How to complete this task.
State how many lines of the entries below hold the word "dead"; reply with nothing but the number.

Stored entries
....

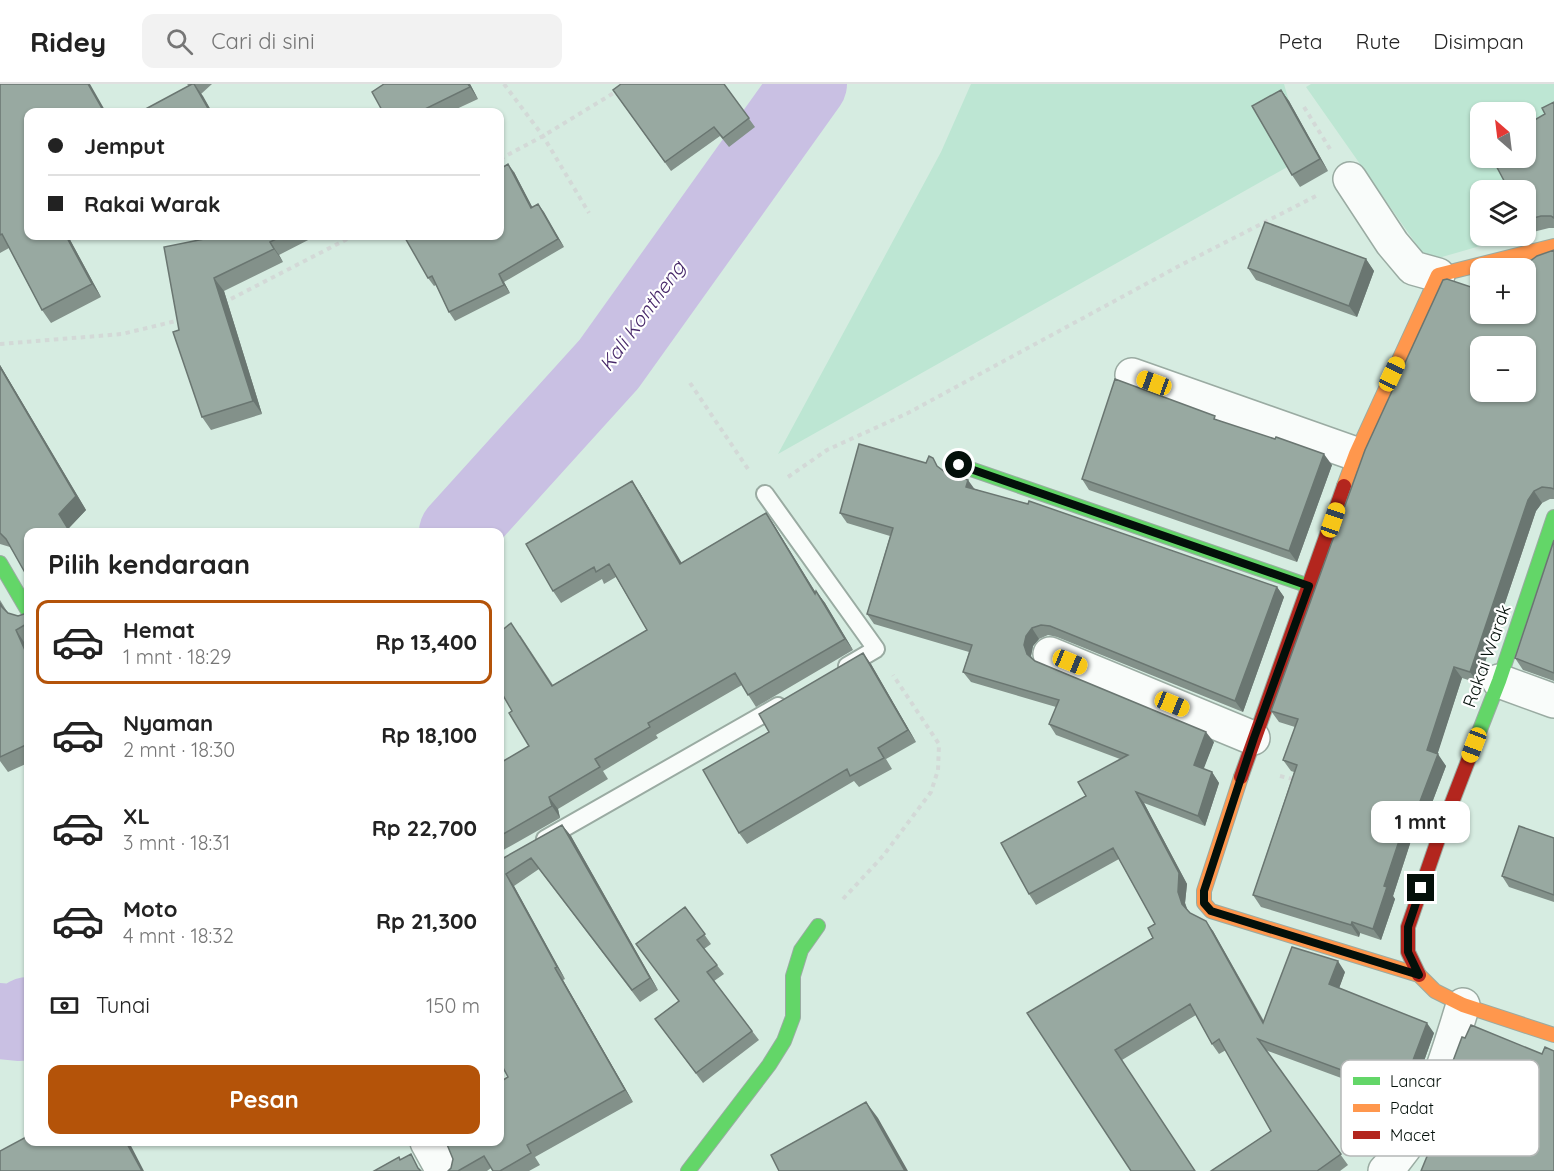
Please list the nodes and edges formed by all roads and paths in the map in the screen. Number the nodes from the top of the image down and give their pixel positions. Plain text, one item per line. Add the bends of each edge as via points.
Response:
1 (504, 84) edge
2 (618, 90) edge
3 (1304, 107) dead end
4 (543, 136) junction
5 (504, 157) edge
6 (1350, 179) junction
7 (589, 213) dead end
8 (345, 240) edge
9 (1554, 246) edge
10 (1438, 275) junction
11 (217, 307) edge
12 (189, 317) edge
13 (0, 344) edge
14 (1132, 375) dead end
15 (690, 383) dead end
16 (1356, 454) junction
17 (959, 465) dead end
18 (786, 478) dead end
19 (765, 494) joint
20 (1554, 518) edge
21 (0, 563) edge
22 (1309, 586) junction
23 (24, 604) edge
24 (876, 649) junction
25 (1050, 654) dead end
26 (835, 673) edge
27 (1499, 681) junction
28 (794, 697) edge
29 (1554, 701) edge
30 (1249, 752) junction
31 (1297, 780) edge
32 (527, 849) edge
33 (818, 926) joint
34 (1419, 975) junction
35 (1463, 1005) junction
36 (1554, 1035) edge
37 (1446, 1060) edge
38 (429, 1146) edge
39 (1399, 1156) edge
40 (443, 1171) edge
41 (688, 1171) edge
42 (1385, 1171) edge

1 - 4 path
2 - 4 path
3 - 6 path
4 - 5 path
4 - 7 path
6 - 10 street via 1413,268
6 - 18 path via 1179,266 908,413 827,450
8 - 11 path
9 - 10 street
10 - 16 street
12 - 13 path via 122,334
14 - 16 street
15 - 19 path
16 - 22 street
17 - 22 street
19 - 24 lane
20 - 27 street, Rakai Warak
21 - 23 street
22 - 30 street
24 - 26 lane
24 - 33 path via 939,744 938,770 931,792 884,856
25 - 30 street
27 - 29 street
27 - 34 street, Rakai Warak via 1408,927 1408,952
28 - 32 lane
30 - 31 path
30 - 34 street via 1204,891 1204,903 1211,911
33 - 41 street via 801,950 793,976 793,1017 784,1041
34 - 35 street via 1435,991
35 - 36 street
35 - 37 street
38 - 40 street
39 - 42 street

....

Result for this task.
7